Description of the task:
Which of the lines below include the word "canvas"? Pull each one out.
*** Dataset records Section Begins ***
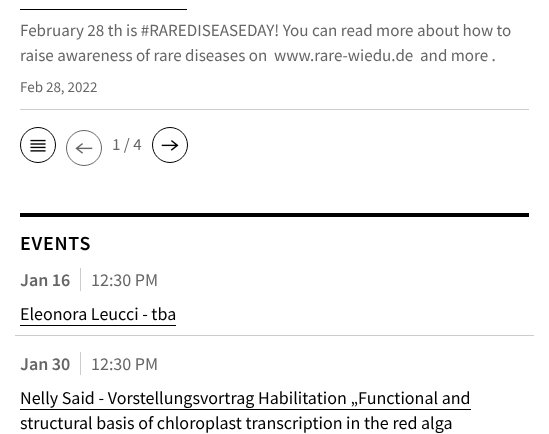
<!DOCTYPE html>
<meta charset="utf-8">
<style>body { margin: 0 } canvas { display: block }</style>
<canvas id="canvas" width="549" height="434"></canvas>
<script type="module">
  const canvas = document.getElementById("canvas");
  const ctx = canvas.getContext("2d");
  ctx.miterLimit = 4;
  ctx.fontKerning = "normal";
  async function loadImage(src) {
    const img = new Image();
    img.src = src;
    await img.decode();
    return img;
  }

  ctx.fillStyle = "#ffffff";
  ctx.fillRect(0, 0, 549, 434);
  ctx.fillStyle = "#cccccc";
  ctx.fillRect(20, 109, 509, 1);
  ctx.fillStyle = "#000000";
  ctx.fillRect(20, 9, 167, 1);
  ctx.font = "17px Source Sans Pro";
  ctx.fillStyle = "#666666";
  ctx.fillText("February 28 th is #RAREDISEASEDAY! You can read more about how to", 20, 36);
  ctx.fillText("raise awareness of rare diseases on  www.rare-wiedu.de  and more .", 20, 61);
  ctx.font = "15px Source Sans Pro";
  ctx.fillText("Feb 28, 2022", 20, 92);
  ctx.beginPath();
  ctx.arc(38, 145, 17.5, 0, Math.PI * 2);
  ctx.strokeStyle = "#000000";
  ctx.stroke();
  ctx.drawImage(await loadImage("img1.png"), 30, 139, 16, 13);
  ctx.beginPath();
  ctx.arc(84, 148, 17.5, 0, Math.PI * 2);
  ctx.strokeStyle = "#666666";
  ctx.stroke();
  ctx.drawImage(await loadImage("img2.png"), 75, 143, 18, 11);
  ctx.font = "17px Source Sans Pro";
  ctx.fillText("1 / 4", 112, 150);
  ctx.beginPath();
  ctx.arc(170, 145, 17.5, 0, Math.PI * 2);
  ctx.strokeStyle = "#000000";
  ctx.stroke();
  ctx.drawImage(await loadImage("img3.png"), 161, 140, 18, 11);
  ctx.fillStyle = "#000000";
  ctx.fillRect(20, 213, 509, 4);
  ctx.letterSpacing = "0.75px";
  ctx.font = "600 20px Source Sans Pro";
  ctx.fillText("EVENTS", 20, 250);
  ctx.fillStyle = "#cccccc";
  ctx.fillRect(15, 335, 519, 1);
  ctx.letterSpacing = "0px";
  ctx.font = "600 18px Source Sans Pro";
  ctx.fillStyle = "#666666";
  ctx.fillText("Jan 16", 20, 286);
  ctx.font = "18px Source Sans Pro";
  ctx.fillText("12:30 PM", 91, 286);
  ctx.fillStyle = "#cccccc";
  ctx.fillRect(80, 268, 1, 23);
  ctx.fillStyle = "#000000";
  ctx.fillText("Eleonora Leucci - tba", 20, 320);
  ctx.fillRect(20, 325, 156, 1);
  ctx.font = "600 18px Source Sans Pro";
  ctx.fillStyle = "#666666";
  ctx.fillText("Jan 30", 20, 370);
  ctx.font = "18px Source Sans Pro";
  ctx.fillText("12:30 PM", 91, 370);
  ctx.fillStyle = "#cccccc";
  ctx.fillRect(80, 352, 1, 23);
  ctx.fillStyle = "#000000";
  ctx.fillText("Nelly Said - Vorstellungsvortrag Habilitation „Functional and", 20, 404);
  ctx.fillRect(20, 409, 451, 1);
  ctx.fillText("structural basis of chloroplast transcription in the red alga", 20, 429);
</script>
*** Dataset records Section Ends ***
Exercise result:
<style>body { margin: 0 } canvas { display: block }</style>
<canvas id="canvas" width="549" height="434"></canvas>
  const canvas = document.getElementById("canvas");
  const ctx = canvas.getContext("2d");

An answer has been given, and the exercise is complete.